In our clinic, percutaneous liver biopsy frequently was applied for patients with viral hepatitis. In an earlier study, we had evaluated retrospectively the ultrasound-assisted liver biopsy procedures of 784 patients in our clinic. In that study, we had found that totally 21.8% of patients stated pain during the process.19
Accordingly, we estimated that it was interesting to perform a trial comparing the action of Meperidine, Midazolam, and placebo on anxiety, pain, and acceptability of percutaneous liver biopsy. Based on the earlier studies and our own experience, this study was designed to investigate the effects of premedication with Meperidine or Midazolam on the pain and anxiety level of the patients who underwent biopsy and the overall acceptability of biopsy by them. In our study, there were pain due to biopsy in 71.1% of patients (61.0% mild, 39.0% medium or heavy). The pain was located on the puncture site, and abdomen, or radiated to the right shoulder. No patient stated severe pain. There was no pain requiring hospitalization. There was anxiety in 73.3% of patients before the biopsy process, in our study. Anxiety can interfere with patient compliance, hence the success of process.

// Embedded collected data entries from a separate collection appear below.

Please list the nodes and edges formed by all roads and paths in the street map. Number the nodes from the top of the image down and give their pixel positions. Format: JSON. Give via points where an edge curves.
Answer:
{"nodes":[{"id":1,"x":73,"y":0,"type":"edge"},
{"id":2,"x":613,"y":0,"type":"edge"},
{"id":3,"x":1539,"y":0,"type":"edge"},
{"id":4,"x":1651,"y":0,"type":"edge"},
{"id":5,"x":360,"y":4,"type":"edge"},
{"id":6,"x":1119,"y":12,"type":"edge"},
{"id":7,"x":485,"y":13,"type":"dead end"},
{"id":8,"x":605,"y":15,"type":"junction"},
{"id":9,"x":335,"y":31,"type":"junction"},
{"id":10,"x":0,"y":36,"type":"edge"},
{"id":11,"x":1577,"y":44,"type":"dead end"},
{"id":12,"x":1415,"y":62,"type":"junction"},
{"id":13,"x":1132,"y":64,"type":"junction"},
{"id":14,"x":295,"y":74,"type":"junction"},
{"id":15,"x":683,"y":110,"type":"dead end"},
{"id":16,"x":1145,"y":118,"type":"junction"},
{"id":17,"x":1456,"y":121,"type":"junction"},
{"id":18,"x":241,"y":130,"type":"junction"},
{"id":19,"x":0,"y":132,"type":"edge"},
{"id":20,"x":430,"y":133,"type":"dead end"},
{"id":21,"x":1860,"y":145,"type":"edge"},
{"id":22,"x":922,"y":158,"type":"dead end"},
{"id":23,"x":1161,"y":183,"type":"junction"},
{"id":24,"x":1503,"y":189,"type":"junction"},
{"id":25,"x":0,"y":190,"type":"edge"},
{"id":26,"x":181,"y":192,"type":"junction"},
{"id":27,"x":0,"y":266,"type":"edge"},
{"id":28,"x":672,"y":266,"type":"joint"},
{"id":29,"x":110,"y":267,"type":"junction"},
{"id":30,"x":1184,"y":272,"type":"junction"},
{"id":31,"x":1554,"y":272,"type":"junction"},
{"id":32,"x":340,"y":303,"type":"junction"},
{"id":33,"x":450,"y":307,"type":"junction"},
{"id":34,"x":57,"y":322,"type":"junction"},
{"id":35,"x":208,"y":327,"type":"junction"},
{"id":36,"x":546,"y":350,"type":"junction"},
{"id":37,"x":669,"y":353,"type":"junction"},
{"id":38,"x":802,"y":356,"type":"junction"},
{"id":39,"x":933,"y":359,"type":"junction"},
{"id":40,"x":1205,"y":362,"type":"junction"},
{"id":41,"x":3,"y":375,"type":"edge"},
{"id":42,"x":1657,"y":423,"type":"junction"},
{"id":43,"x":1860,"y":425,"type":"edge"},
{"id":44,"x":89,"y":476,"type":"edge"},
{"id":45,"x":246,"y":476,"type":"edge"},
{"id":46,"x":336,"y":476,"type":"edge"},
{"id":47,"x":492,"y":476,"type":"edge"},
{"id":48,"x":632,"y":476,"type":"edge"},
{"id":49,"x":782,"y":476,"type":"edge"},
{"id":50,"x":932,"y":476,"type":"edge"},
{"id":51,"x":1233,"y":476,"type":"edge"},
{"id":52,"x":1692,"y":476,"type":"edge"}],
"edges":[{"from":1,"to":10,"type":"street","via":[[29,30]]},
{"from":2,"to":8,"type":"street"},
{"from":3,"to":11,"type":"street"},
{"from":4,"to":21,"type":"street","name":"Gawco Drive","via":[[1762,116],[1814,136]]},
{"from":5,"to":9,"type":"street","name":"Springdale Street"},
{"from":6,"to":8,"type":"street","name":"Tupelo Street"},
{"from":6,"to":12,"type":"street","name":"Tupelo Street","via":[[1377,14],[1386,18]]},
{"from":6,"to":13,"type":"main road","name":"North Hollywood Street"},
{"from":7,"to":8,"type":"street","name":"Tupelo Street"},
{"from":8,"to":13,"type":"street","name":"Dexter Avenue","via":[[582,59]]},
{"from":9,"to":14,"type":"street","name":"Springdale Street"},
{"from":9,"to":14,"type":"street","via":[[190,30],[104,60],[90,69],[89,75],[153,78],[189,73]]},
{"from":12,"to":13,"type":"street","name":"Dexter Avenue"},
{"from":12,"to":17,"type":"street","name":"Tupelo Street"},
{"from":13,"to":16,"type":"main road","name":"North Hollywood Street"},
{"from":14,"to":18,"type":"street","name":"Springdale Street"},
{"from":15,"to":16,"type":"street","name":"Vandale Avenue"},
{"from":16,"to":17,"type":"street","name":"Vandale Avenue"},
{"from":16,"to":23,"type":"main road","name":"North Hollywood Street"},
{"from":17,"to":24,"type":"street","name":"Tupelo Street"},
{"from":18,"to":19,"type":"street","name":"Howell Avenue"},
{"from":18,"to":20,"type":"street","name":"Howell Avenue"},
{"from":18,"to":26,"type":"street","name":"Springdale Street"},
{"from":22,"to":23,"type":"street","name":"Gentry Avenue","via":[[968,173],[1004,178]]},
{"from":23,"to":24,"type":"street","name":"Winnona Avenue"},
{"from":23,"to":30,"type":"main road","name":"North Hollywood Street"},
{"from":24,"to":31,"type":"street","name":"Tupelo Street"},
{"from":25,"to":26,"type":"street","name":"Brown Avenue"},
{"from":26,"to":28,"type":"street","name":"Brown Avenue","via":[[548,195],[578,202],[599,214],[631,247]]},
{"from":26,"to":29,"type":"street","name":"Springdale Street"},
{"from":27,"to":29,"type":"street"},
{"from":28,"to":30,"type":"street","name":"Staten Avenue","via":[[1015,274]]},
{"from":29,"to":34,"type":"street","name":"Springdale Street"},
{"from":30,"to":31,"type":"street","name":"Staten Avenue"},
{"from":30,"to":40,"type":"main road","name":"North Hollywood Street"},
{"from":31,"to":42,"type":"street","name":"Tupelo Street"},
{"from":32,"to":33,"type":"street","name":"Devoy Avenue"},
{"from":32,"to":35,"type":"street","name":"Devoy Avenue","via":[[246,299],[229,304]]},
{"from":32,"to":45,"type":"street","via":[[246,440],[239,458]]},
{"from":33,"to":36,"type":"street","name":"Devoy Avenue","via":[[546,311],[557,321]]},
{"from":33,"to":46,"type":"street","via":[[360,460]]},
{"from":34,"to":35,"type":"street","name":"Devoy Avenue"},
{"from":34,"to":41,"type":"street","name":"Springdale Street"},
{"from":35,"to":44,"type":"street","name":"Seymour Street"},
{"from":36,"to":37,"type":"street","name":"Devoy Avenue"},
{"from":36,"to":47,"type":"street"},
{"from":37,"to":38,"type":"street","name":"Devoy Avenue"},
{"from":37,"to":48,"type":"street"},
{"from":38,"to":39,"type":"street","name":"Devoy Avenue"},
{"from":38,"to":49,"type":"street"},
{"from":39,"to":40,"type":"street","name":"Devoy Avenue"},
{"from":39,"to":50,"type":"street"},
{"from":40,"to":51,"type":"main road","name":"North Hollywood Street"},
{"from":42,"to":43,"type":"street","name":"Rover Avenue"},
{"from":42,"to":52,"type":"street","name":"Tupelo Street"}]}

In this study, we used HADS scores of patients for anxiety assessment. The HADS score system was originally written in English language, and has not been validated in Turkish language so far. There are many studies comparing the HADS score system in other languages apart from English, which concluded some difficulties.20 We realized no major difficulty about patients' understanding of the test during the study.
Our observations during PLB procedures showed that patients' moods during the biopsy may be quite variable. Some patients can easily tolerate the biopsy procedure only with local anesthesia, some can experience the procedure very irritated and painfully. Though these findings existed at the time, we realized that attitudes may change over time and the patient could change their behavior. Therefore, it sounds like, more the patient comfort, more courageous he/she will be in the next biopsy. Here an important restrictive point may be the addictive properties of both drugs.
Another interesting finding of our study was that, although there was no difference about the level of the pain in three groups, the attitude for possible rebiopsy was different in groups favoring the use of premedication.
Considering the need for biopsy, repeat biopsy, especially for chronic metabolic or viral liver diseases, and compliance of the patient, premedication is particularly important. According to this study, it is clear that premedication with Midazolam or Meperidine before PLB improves the patient's tolerance, comfort, and attitude for possible rebiopsy.